Expect political leftist climate alarmists and class warriors to try to make a last stand this week at the New Orleans City Council meeting to stop the final step in Delta Utilities’ acquisition of gas distribution throughout Louisiana.
During 2024, the entity, a subsidiary of the private investment firm Berhard Capital Partners, has successfully navigated the regulatory hoops to buy up all of CenterPoint Energy’s and Entergy Louisiana’s natural gas business plus the distribution network throughout the state (as well as Energy gas business in Mississippi, also part of the deal). Only Energy New Orleans remains without such approval, which the Council seems poised to give at its Thursday meeting, adding to the Public Service Commission’s nod from earlier this fall.
Over a billion bucks will go towards the effort expected to be wrapped up the middle of next year. If comments planned for submission to the Council from a variety of business and social organizations spanning the gamut indicate anything, approval will be popular.
But not for a select group of leftists who see the deal as a method of inducing more natural gas consumption at potentially higher prices. The separate deals approved pretty much follow the same script: no changes to existing operation and no price hikes for 15 months, although the New Orleans part also promises (and has been set in motion already) locating Delta’s headquarters in the city, boosting commercial prospects and adding a couple of hundred jobs.
However, the leftists complain there’s no guarantee price increases won’t come in 2026 as they allege rising prices are inevitable because Delta isn’t public which makes it easier for it to raise fees and purportedly the boom in LNG exporting is causing a supply pinch that raises domestic prices. They picked up a big backer in the dying embers of Democrat Joe Biden’s Department of Energy that this week issued a report claiming this.
But that’s merely advocacy literature backing the ideological imperative of climate alarmism following its imperative of faith that burning more of a fossil fuel like natural gas will fuel catastrophic anthropogenic global warming. Higher quality research exposes the weakness of the belief that prices will escalate, revealing instead that as LNG output has expanded and exports begun this has not affected pricing, because the increased demand was met with increased supply and U.S. household prices continue to be among the world’s lowest. The bankruptcy of the CAGW argument has led regulators to dismiss this opposition.
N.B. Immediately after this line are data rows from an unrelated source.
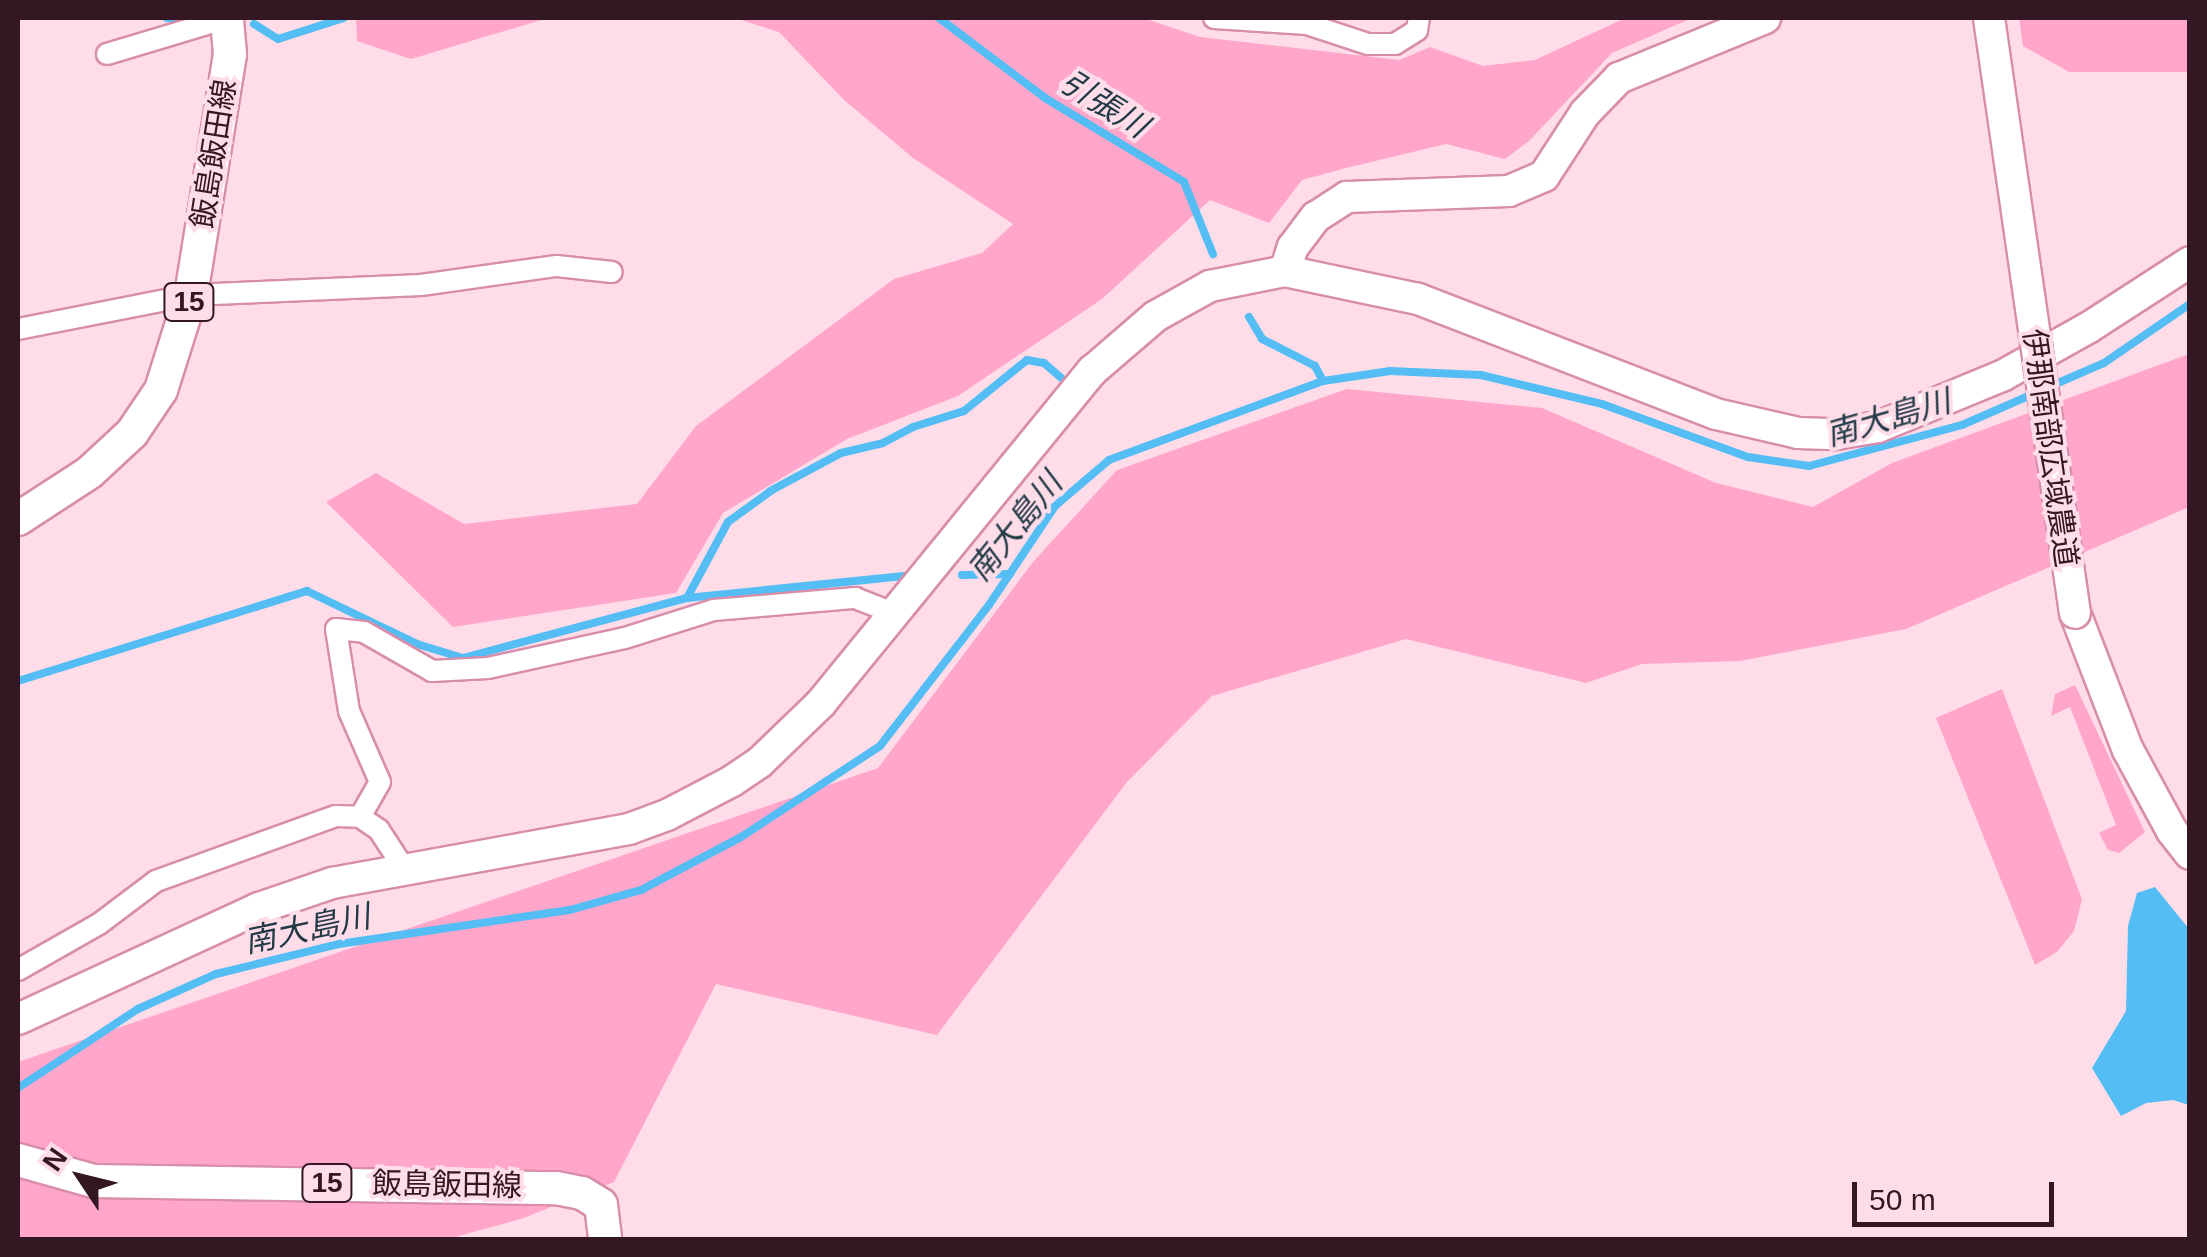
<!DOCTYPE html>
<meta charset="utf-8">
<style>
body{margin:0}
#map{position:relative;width:2207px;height:1257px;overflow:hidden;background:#fedde9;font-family:Helvetica,"Noto Sans JP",sans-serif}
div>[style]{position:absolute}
.green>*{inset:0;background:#ffa6ca}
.water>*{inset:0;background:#54bdf3}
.stream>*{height:8px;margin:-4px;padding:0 4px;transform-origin:4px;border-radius:4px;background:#54bdf3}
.roads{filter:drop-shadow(2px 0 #d88eab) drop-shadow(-2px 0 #d88eab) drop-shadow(0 2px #d88eab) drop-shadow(0 -2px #d88eab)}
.street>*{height:20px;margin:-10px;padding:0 10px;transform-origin:10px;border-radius:10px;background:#fff}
.secondary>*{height:30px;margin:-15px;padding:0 15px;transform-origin:15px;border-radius:15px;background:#fff}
.primary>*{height:32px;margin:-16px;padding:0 16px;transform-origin:16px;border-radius:16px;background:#fff}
.bridges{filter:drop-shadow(2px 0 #d88eab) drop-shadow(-2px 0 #d88eab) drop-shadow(0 2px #d88eab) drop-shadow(0 -2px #d88eab)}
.secondary-bridge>*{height:30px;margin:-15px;padding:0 15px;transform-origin:15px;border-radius:15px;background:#fff}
span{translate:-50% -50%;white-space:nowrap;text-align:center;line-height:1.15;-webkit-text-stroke:8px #fedde9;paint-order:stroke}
.shield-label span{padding:2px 8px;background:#fedde9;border:2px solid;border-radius:8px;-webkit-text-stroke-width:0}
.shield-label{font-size:28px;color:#331723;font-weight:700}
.street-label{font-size:30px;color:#331723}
.water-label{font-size:32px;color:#223946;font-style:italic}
.frame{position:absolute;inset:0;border:20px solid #331723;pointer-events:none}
.north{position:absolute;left:30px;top:1127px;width:100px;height:100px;-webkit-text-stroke:8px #fedde9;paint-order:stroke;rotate:305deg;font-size:28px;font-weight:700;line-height:40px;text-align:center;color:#331723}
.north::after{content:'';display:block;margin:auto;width:35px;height:45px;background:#331723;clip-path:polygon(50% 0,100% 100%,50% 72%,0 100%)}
.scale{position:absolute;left:1852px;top:1182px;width:202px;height:45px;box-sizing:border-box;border:5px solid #331723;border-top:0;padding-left:12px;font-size:30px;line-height:35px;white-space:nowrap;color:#331723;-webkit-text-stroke:8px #fedde9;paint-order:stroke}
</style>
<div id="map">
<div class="green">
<i style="clip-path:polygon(356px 18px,548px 18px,411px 59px,357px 41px)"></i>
<i style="clip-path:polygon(735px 18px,1143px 18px,1200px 37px,1399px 60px,1430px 47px,1483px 66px,1535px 60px,1625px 18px,1692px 18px,1612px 53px,1529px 141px,1505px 159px,1446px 144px,1346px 168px,1302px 180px,1269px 223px,1210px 200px,1102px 299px,958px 396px,847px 439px,723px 513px,676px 593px,453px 627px,326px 502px,376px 473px,464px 524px,637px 504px,696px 426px,894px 279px,982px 253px,1013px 224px,913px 158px,843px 99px,779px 32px)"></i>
<i style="clip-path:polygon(2019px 18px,2189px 18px,2189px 72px,2069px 72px,2023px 46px)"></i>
<i style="clip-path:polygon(2189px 354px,2189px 507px,1906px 629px,1740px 661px,1642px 664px,1586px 683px,1406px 639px,1212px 696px,1127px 782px,937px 1035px,716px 984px,614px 1182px,521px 1219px,444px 1240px,18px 1239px,18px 1062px,878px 768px,1033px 562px,1117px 470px,1347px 389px,1542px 408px,1716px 483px,1813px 507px,1892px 463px)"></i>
<i style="clip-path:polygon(2075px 685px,2145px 832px,2119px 853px,2108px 850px,2099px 833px,2116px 825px,2070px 707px,2051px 716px,2055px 694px)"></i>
<i style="clip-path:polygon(2002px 689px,2082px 899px,2074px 931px,2057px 952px,2035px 965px,1936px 718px)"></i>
</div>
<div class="water">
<i style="clip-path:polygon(2155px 887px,2189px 929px,2189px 1105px,2173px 1100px,2146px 1103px,2121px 1116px,2092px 1068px,2126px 1011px,2128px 926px,2137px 893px)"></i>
</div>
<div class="stream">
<i style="left:167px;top:18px;width:13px"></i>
<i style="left:939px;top:18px;width:133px;rotate:37deg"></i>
<i style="left:1045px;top:98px;width:162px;rotate:31.1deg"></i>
<i style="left:1184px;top:182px;width:78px;rotate:68.1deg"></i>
<i style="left:254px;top:24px;width:28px;rotate:32deg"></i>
<i style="left:278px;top:39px;width:69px;rotate:-17.7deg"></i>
<i style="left:1249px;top:317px;width:26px;rotate:59deg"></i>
<i style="left:1262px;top:339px;width:59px;rotate:27deg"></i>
<i style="left:1315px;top:366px;width:17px;rotate:62deg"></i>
<i style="left:2051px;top:386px;width:58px;rotate:-23.5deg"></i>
<i style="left:2104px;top:363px;width:104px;rotate:-34.5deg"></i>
<i style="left:962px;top:575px;width:48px;rotate:-1.2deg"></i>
<i style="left:687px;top:598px;width:86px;rotate:-61.7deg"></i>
<i style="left:728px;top:522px;width:54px;rotate:-36deg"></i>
<i style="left:772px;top:490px;width:78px;rotate:-28.2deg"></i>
<i style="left:841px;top:453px;width:43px;rotate:-13.4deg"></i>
<i style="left:883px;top:443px;width:34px;rotate:-28deg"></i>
<i style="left:913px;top:427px;width:53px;rotate:-17.4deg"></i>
<i style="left:964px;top:411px;width:81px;rotate:-39deg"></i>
<i style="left:1027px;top:360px;width:17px;rotate:10deg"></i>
<i style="left:1044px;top:363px;width:23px;rotate:41deg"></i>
<i style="left:18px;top:681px;width:303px;rotate:-17.3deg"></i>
<i style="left:307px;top:591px;width:122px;rotate:25.7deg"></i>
<i style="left:417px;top:644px;width:48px;rotate:16.9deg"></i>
<i style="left:463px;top:658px;width:232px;rotate:-15deg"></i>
<i style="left:687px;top:598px;width:218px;rotate:-5.8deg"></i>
<i style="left:18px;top:1088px;width:144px;rotate:-33.4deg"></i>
<i style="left:138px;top:1009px;width:85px;rotate:-24.2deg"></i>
<i style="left:216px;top:974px;width:127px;rotate:-13.7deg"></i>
<i style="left:339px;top:944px;width:233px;rotate:-8.4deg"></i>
<i style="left:570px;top:910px;width:74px;rotate:-15.7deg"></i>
<i style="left:641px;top:890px;width:113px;rotate:-27.9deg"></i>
<i style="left:741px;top:837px;width:166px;rotate:-33.2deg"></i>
<i style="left:880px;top:746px;width:178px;rotate:-52.3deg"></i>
<i style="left:989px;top:605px;width:119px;rotate:-56.3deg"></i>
<i style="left:1055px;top:506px;width:71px;rotate:-40.4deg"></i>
<i style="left:1109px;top:460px;width:228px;rotate:-20.3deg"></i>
<i style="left:1323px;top:381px;width:68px;rotate:-8.5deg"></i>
<i style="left:1390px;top:371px;width:91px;rotate:2.5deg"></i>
<i style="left:1481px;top:375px;width:124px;rotate:13.5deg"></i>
<i style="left:1602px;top:404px;width:155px;rotate:20deg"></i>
<i style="left:1748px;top:457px;width:62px;rotate:8.4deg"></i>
<i style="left:1809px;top:466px;width:158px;rotate:-15deg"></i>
<i style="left:1962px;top:425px;width:83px;rotate:-23.5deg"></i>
</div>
<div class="roads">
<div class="street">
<i style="left:1214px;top:18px;width:93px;rotate:3.7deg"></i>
<i style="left:1307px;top:24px;width:64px;rotate:18.2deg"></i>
<i style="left:1368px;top:44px;width:27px"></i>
<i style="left:1395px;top:44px;width:26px;rotate:-32deg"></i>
<i style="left:1417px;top:30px;width:12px;rotate:-81deg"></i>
<i style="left:107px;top:54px;width:125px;rotate:-16.7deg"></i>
<i style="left:18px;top:329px;width:176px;rotate:-11.1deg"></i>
<i style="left:191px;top:295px;width:230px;rotate:-2.5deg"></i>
<i style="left:421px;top:285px;width:137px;rotate:-8deg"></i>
<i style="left:557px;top:266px;width:55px;rotate:6.2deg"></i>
<i style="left:360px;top:817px;width:40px;rotate:-60.3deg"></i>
<i style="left:380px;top:782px;width:77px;rotate:-113.6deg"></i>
<i style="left:349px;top:711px;width:83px;rotate:-99deg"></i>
<i style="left:336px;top:629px;width:28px;rotate:6deg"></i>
<i style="left:364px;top:632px;width:78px;rotate:29.8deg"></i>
<i style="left:432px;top:671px;width:56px;rotate:-3.1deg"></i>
<i style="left:488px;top:668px;width:140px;rotate:-12.4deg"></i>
<i style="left:625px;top:638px;width:93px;rotate:-17.5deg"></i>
<i style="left:714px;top:610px;width:142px;rotate:-4.9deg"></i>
<i style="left:855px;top:598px;width:44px;rotate:21.3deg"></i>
<i style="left:18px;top:970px;width:93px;rotate:-29.6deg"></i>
<i style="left:99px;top:924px;width:71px;rotate:-37deg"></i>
<i style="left:156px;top:881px;width:191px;rotate:-19.9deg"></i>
<i style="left:336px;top:816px;width:24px;rotate:2deg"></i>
<i style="left:360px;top:817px;width:23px;rotate:34deg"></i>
<i style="left:379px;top:830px;width:48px;rotate:57deg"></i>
</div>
<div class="secondary">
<i style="left:1285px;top:271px;width:25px;rotate:-72deg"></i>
<i style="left:1293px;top:247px;width:38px;rotate:-53deg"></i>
<i style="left:1316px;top:217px;width:37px;rotate:-33deg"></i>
<i style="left:1347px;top:197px;width:162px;rotate:-2.1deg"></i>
<i style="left:1509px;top:191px;width:38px;rotate:-23deg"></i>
<i style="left:1544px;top:176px;width:75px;rotate:-56.9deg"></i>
<i style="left:1585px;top:113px;width:49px;rotate:-45.8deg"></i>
<i style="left:1619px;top:78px;width:158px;rotate:-22.3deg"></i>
<i style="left:2075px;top:613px;width:147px;rotate:68.9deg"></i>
<i style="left:2128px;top:750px;width:92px;rotate:61.5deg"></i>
<i style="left:2172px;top:831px;width:29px;rotate:52deg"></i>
<i style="left:18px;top:1019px;width:265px;rotate:-24.7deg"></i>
<i style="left:259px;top:908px;width:77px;rotate:-18.9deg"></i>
<i style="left:332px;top:883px;width:302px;rotate:-10.3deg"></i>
<i style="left:629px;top:829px;width:40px;rotate:-20.2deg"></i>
<i style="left:667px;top:815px;width:73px;rotate:-27.6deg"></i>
<i style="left:732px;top:781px;width:34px;rotate:-34deg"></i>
<i style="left:760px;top:762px;width:85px;rotate:-44deg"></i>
<i style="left:821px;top:703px;width:429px;rotate:-50.8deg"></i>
<i style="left:1092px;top:371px;width:84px;rotate:-40.7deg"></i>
<i style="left:1156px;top:316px;width:62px;rotate:-29.1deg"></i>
<i style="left:1210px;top:286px;width:76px;rotate:-11.3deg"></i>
<i style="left:1285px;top:271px;width:136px;rotate:11.9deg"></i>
<i style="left:1418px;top:299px;width:319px;rotate:21.1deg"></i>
<i style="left:1716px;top:414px;width:84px;rotate:13deg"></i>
<i style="left:1798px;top:433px;width:38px;rotate:2deg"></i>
<i style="left:1836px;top:434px;width:43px;rotate:-9.5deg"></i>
<i style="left:1878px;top:427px;width:134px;rotate:-22.4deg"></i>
<i style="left:2002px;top:376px;width:98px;rotate:-29.2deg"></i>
<i style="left:2088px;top:328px;width:121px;rotate:-32.9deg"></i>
</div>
<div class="primary">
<i style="left:18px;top:519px;width:86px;rotate:-33.1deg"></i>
<i style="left:90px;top:472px;width:57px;rotate:-42.9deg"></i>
<i style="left:132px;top:433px;width:52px;rotate:-56deg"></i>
<i style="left:161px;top:390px;width:100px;rotate:-72.5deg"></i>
<i style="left:191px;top:295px;width:244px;rotate:-80.8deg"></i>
<i style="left:230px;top:54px;width:36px;rotate:-95deg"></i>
<i style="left:18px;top:1160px;width:78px;rotate:15.6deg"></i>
<i style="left:93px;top:1181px;width:463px;rotate:0.9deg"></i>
<i style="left:556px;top:1188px;width:26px;rotate:11deg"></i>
<i style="left:582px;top:1193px;width:22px;rotate:32deg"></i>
<i style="left:601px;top:1205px;width:35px;rotate:83deg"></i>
</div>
</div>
<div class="bridges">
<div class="secondary-bridge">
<i style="left:1989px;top:18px;width:601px;rotate:81.78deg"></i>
</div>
</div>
<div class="shield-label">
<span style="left:189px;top:302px">15</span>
<span style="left:327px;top:1183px">15</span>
</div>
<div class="street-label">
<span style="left:214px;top:154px;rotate:-81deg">飯島飯田線</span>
<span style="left:2050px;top:448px;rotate:82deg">伊那南部広域農道</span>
<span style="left:447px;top:1185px;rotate:1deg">飯島飯田線</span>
</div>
<div class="water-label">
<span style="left:1104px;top:104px;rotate:32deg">引張川</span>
<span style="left:1888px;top:418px;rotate:-16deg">南大島川</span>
<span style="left:1015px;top:527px;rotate:-51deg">南大島川</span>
<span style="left:307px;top:929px;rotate:-12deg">南大島川</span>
</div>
<div class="frame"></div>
<div class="north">N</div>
<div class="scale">50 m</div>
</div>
Nor does the transparency argument hold any water. The PSC will continue to regulate gas provision statewide except for New Orleans, where the Council will regardless of whether Delta is private. It still will have to submit almost-entirely public documentation for any rate increase, and if voters don’t think either body holds Delta accountable enough on rates or other activities, they can hold regulators accountable by replacing them at the ballot box.
There’s no good reason the deal shouldn’t go through, and possibly provisional costs will decrease with integration statewide and economies of scale. The Council doing what is expected of it along and long with other regulators performing its due diligence should make consumers under the deal better off in the long run.